### THE DATA
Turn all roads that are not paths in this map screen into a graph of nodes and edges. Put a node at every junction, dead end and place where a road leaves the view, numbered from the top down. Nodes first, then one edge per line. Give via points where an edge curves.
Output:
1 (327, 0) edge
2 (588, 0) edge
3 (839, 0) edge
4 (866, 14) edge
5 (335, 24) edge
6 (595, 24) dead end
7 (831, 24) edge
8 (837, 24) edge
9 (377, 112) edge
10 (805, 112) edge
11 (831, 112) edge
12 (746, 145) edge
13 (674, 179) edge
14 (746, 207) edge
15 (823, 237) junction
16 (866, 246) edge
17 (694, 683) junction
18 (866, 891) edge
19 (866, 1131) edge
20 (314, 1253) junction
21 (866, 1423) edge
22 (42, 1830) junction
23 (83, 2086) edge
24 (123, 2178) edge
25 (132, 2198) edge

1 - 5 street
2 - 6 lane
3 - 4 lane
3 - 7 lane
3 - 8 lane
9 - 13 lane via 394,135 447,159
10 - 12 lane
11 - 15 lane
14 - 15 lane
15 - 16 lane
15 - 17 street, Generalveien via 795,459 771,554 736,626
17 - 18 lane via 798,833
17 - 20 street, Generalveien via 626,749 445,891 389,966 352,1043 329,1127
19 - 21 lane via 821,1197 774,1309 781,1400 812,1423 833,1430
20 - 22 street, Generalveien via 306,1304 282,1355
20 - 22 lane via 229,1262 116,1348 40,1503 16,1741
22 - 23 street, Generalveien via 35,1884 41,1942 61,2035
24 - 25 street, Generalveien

### WORK INSTRUCTIONS
Give back all the material, with each line exactly as it stands.

### FINAL ANSWER
Turn all roads that are not paths in this map screen into a graph of nodes and edges. Put a node at every junction, dead end and place where a road leaves the view, numbered from the top down. Nodes first, then one edge per line. Give via points where an edge curves.
Output:
1 (327, 0) edge
2 (588, 0) edge
3 (839, 0) edge
4 (866, 14) edge
5 (335, 24) edge
6 (595, 24) dead end
7 (831, 24) edge
8 (837, 24) edge
9 (377, 112) edge
10 (805, 112) edge
11 (831, 112) edge
12 (746, 145) edge
13 (674, 179) edge
14 (746, 207) edge
15 (823, 237) junction
16 (866, 246) edge
17 (694, 683) junction
18 (866, 891) edge
19 (866, 1131) edge
20 (314, 1253) junction
21 (866, 1423) edge
22 (42, 1830) junction
23 (83, 2086) edge
24 (123, 2178) edge
25 (132, 2198) edge

1 - 5 street
2 - 6 lane
3 - 4 lane
3 - 7 lane
3 - 8 lane
9 - 13 lane via 394,135 447,159
10 - 12 lane
11 - 15 lane
14 - 15 lane
15 - 16 lane
15 - 17 street, Generalveien via 795,459 771,554 736,626
17 - 18 lane via 798,833
17 - 20 street, Generalveien via 626,749 445,891 389,966 352,1043 329,1127
19 - 21 lane via 821,1197 774,1309 781,1400 812,1423 833,1430
20 - 22 street, Generalveien via 306,1304 282,1355
20 - 22 lane via 229,1262 116,1348 40,1503 16,1741
22 - 23 street, Generalveien via 35,1884 41,1942 61,2035
24 - 25 street, Generalveien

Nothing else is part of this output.